O Partido dos Trabalhadores e o MDB , as duas maiores siglas da base do governador Rafael Fonteles na Assembleia Legislativa do Piauí, caminham para um novo embate após as eleições de 2026: a disputa pela presidência da Casa, que deve ser o principal ponto de tensão, já que ambos esperam ampliar suas bancadas e querem assumir o comando da Alepi no período seguinte ao pleito.
O GP1 apurou que para ambas as siglas, a definição de qual partido sairá das urnas com mais cadeiras é tratada internamente como decisiva para o rumo dessa disputa. O MDB avalia que há um desgaste na relação com o PT, embora os partidos estejam presentes lado a lado em diversos momentos.
Os emedebistas também entendem que a escolha para a presidência da Alepi deve seguir o mesmo procedimento adotado no início da gestão Rafael Fonteles, quando o comando da Casa foi dividido entre Franzé Silva e Severo Eulálio, após um acordo conduzido diretamente pelo governador.

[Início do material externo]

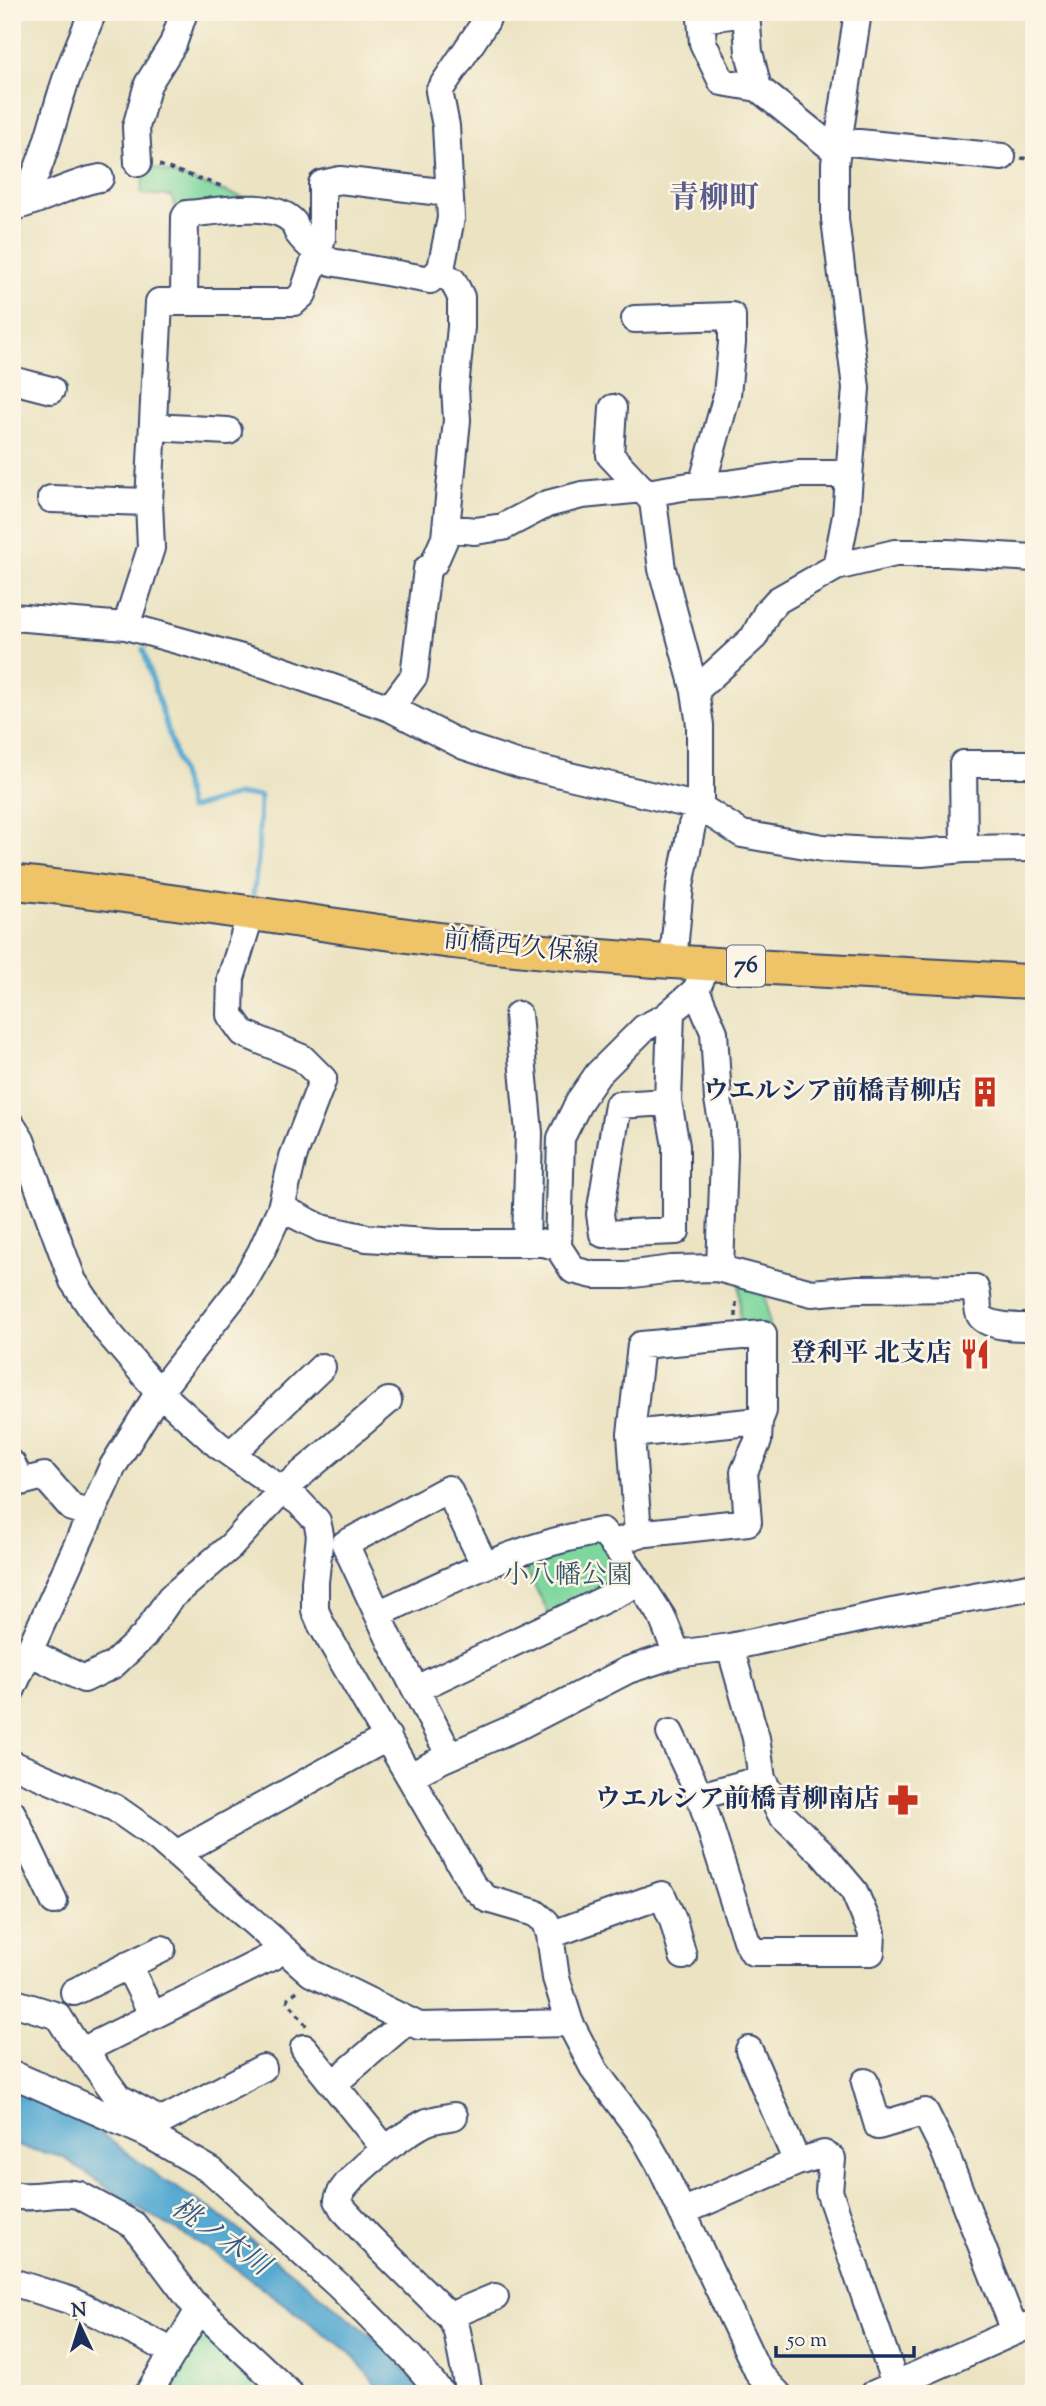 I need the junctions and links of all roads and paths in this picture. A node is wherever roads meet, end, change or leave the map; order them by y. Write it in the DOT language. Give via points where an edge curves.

Já o PT trabalha com a possibilidade de eleger a maior bancada da Alepi em 2026 e, por isso, não pretende seguir automaticamente o entendimento do MDB. Lideranças petistas avaliam que o partido terá condições de indicar o próximo presidente da Assembleia e desejam ter autonomia para conduzir essa escolha, embora considerem buscar alinhamento com o governador.